Fantástico, ahora tengo una Luger y una MP40. Abandono la sala. El pasillo, vacío. No creían que nadie fuera a escapar, ¿verdad?. Idiotas, ni siquiera me vendaron los ojos cuando me capturaron. Conozco el camino de salida a la perfección. Me dirijo todo lo sigilosa que puedo hacia el patio del cuartel. Es plena noche, la vigilancia estará bajo mínimos, y al amparo de la oscuridad no me será difícil huir.
Aún no he alcanzado mi objetivo, cuando escucho voces alemanas. Vienen de detrás de una puerta, debía ser la guarnición. La tentación de irrumpir allí en medio, subfusil en mano, y comenzar a disparar a bocajarro a todo nazi que me encuentre es fuerte, pero la supero. Ahora no. Ya me he divertido suficiente hoy.
Abro la puerta de salida hacia el patio y salgo por ella abriendo el angulo justo para que mi pequeño cuerpo se deslice por ella como una sigilosa lagartija. Corro por el patio del cuartel, parapetándome entre cajas y vehículos. En la salida, una pareja de guardias charlan y fuman, tan tranquilos, como si no fueran monstruos. Son la última barrera a atravesar para volver a ser libre.
Está tan oscuro, están tan distraídos, y soy tan menuda, que no advierten mi presencia hasta que le vuelo la sesera a uno de ellos. Me dispongo a ejecutar a su compañero, pero mi arma hace un ruido extraño. Parece atascada. Malditos alemanes, no tienen ni idea de fabricar armamento. Esto no me hubiera pasado su hubiera tenido mi SVT-40 conmigo. Maldigo, pues acabo de perder unos segundos valiosos para mí, en un intento fútil por conseguir disparar. Tiempo que mi enemigo aprovecha para aporrearme la cabeza con la culata de su arma.
Tras notar un crujido en la sien, caigo al suelo. A mi alrededor todo me da vueltas.
“Alarm, Alarm, Flucht der Gefangenen!”, oigo gritar al centinela. Es obvio que está dando la voz de alerta. He de recuperarme del golpe y salir de aquí antes de que este patio sea un hervidero de nazis.
Me apoyo sobre las manos, despego el pecho del suelo. Tenso las piernas para salir a la carrera. Pero un fuerte pisotón en la espalda me devuelve a besar la tierra. El nazi apreta tanto la bota contra mí que apenas puedo respirar.
No tardaron en aparecer los soldados de la guarnición. Decenas de manos me toman, inmovilizándome. Me han vendado los ojos. Me levantan, mientras jalean y empujan. Me conducen al bosque, todo acabará pronto.

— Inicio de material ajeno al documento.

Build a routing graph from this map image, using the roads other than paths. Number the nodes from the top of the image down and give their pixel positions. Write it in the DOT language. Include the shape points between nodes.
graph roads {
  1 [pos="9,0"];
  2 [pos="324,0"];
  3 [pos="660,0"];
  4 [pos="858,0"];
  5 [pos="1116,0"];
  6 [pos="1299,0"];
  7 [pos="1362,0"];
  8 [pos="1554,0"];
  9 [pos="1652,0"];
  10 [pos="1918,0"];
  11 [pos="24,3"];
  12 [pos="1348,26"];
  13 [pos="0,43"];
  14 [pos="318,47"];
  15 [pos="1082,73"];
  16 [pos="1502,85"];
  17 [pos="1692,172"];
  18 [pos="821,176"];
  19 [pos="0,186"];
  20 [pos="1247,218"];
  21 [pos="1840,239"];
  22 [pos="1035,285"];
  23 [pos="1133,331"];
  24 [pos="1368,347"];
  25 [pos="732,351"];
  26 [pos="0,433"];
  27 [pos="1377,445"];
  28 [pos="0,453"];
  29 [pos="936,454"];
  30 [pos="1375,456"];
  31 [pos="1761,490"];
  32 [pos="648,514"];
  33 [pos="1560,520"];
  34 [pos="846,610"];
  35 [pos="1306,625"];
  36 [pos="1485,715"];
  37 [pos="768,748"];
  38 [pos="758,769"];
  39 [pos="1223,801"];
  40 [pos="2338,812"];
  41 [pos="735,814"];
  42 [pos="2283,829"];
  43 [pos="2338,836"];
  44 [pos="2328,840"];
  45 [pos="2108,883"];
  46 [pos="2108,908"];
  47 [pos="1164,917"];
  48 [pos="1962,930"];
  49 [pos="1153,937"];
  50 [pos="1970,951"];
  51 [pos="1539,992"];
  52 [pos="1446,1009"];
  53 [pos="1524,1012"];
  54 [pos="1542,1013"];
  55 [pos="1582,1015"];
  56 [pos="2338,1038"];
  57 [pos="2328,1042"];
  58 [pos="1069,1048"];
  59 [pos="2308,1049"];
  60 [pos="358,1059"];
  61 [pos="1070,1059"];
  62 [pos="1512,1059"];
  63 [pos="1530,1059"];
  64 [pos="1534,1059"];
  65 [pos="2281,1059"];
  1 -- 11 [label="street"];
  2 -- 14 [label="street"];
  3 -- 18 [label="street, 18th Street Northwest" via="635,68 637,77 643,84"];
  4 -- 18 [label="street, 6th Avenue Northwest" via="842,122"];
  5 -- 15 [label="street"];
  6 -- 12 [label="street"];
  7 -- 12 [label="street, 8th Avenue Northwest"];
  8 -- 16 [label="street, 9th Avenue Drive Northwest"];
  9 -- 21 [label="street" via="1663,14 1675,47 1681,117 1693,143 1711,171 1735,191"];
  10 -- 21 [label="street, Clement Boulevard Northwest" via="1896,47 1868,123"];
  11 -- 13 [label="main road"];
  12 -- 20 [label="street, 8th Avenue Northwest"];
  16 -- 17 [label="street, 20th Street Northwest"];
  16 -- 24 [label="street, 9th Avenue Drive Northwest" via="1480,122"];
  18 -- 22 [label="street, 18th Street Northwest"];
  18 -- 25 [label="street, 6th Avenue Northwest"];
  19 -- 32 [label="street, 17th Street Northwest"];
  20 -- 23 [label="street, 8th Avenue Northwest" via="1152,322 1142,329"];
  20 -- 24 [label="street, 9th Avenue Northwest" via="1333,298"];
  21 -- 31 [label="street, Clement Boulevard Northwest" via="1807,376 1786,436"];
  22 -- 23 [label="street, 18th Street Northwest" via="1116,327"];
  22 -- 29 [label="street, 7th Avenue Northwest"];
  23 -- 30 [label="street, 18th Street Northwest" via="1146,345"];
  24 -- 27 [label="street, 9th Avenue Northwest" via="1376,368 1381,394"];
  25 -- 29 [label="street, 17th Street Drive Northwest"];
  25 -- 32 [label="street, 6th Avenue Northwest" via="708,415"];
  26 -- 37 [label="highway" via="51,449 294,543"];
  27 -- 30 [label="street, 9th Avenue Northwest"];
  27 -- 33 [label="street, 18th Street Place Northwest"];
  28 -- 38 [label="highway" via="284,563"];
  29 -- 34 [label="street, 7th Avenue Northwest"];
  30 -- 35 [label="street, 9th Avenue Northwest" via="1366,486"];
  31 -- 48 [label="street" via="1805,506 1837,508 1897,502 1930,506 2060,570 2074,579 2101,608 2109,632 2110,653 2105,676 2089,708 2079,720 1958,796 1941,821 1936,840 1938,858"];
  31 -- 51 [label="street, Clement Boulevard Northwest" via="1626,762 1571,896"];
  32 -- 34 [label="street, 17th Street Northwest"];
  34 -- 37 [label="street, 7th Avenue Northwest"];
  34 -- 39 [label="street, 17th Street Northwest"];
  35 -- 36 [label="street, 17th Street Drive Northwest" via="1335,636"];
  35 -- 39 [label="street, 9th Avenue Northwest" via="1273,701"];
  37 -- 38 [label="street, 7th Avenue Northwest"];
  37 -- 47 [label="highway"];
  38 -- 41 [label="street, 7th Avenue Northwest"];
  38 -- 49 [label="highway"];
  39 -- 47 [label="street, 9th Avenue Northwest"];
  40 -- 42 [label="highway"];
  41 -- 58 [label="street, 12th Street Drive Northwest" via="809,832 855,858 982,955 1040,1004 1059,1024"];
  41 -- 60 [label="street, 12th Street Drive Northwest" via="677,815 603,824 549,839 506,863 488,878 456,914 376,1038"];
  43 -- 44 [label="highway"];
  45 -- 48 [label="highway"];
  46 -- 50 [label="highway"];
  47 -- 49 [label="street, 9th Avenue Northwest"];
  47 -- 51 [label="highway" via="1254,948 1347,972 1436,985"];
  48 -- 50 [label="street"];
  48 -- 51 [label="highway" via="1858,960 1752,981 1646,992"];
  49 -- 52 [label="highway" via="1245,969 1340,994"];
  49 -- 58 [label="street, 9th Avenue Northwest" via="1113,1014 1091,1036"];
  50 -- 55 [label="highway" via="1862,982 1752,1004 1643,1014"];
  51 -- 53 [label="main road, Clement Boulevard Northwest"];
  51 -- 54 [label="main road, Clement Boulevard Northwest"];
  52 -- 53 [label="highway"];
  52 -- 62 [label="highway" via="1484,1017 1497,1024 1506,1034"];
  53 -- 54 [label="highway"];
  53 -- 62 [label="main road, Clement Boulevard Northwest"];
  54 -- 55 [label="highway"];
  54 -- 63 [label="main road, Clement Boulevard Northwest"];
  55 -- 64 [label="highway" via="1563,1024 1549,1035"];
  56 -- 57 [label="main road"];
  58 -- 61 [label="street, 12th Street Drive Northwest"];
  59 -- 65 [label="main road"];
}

No me arrepiento de nada. Tan solo de no haber acribillado al pelotón nazi cuando tuve oportunidad.
No he caminado mucho. Unas manos se posan en mi cabeza y mis hombros, obligándome a arrodillarme. Oigo como un soldado quita el seguro de su arma.
Vuelvo a ponerme en pie, alzando el mentón, desafiante, la cabeza bien alta. No pretendo escapar, pero me niego a que estas alimañas me vean morir de rodillas. Lo último que siento es el disparo, antes de que mi cuerpo caiga desplomado.
Me abandonan, moribunda. Un hilo de sangre se escapa de entre mis labios, sonrientes, pues tirada en el suelo noto una vibración familiar para mí. No puede ser otra cosa, tanques soviéticos marchan hacia aquí.